ABOUT THIS EXERCISE> Given the records below, pull every line with the word "they" into the answer.

[Dataset excerpts]
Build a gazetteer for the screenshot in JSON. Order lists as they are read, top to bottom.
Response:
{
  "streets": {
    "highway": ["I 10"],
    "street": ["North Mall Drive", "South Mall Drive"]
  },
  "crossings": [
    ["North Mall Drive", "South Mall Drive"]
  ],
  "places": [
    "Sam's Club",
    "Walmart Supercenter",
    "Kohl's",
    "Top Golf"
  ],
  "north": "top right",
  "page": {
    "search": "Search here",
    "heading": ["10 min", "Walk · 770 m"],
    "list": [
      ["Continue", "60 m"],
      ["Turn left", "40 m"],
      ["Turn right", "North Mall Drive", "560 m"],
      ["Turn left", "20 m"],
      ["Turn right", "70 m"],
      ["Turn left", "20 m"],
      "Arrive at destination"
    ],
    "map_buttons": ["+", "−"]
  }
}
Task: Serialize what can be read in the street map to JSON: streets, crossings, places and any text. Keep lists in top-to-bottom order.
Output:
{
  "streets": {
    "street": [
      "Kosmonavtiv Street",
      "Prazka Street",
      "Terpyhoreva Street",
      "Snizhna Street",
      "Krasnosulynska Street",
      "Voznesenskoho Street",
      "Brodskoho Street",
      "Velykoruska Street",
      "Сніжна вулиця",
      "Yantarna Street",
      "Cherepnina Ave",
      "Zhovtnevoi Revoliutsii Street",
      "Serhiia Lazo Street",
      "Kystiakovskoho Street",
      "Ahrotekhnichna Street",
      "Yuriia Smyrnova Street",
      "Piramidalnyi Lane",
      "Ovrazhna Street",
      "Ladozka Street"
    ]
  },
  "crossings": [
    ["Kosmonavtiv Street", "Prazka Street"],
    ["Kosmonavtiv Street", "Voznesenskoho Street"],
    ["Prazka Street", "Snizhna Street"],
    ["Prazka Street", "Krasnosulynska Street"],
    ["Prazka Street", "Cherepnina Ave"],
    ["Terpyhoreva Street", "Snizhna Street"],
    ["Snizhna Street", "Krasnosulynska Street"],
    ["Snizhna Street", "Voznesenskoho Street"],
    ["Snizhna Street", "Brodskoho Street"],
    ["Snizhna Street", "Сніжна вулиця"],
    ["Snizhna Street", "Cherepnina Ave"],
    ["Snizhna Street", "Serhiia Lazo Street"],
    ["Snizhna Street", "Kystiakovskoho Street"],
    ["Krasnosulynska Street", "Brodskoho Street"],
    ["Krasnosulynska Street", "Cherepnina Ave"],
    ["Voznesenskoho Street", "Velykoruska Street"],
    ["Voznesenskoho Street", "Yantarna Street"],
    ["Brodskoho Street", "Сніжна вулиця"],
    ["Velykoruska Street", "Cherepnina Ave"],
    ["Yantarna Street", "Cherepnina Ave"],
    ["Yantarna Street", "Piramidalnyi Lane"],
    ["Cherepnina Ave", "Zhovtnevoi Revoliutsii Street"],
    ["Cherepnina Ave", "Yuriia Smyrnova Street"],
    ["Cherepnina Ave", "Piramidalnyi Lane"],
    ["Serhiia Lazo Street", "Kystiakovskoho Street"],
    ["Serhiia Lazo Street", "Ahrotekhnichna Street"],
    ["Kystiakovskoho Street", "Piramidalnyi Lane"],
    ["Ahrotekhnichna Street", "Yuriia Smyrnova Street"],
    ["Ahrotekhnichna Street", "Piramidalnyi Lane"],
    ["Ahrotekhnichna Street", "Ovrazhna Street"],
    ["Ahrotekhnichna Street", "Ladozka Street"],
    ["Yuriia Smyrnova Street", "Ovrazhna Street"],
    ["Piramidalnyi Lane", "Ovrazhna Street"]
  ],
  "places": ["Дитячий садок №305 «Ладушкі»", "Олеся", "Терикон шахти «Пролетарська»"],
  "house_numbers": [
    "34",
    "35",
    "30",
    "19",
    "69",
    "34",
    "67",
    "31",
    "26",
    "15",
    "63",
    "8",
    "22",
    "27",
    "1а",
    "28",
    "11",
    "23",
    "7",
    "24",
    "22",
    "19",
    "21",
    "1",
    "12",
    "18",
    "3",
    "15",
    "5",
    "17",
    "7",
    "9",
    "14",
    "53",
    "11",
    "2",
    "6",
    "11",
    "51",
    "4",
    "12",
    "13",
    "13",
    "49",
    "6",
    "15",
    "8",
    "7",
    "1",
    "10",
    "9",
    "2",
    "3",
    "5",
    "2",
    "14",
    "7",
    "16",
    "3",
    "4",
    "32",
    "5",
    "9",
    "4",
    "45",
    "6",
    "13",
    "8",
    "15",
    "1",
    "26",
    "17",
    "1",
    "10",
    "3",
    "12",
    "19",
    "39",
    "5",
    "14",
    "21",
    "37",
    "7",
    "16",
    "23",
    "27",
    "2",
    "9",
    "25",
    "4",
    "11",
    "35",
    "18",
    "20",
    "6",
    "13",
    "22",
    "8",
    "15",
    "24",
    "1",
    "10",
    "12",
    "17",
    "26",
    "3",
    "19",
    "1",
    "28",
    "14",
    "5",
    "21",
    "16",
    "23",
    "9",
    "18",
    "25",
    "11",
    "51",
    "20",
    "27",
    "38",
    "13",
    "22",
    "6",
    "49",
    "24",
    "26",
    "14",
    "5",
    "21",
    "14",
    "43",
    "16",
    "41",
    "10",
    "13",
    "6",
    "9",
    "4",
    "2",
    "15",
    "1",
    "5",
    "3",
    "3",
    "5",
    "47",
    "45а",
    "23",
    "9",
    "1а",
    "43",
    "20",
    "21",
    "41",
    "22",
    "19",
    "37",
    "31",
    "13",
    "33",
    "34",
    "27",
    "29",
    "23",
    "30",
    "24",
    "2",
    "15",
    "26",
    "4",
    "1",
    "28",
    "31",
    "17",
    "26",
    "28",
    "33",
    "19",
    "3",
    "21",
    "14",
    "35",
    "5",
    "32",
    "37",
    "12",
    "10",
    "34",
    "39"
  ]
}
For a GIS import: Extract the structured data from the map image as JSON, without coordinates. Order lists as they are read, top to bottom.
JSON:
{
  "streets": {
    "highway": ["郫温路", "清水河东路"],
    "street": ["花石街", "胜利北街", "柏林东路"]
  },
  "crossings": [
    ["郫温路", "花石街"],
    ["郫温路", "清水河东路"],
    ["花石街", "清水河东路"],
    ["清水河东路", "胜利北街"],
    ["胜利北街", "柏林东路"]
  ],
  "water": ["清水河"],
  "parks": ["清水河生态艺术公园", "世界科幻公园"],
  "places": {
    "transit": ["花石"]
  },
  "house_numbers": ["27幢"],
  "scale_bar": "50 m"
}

OUTPUT OF THE EXERCISE>
Build a gazetteer for the screenshot in JSON. Order lists as they are read, top to bottom.
For a GIS import: Extract the structured data from the map image as JSON, without coordinates. Order lists as they are read, top to bottom.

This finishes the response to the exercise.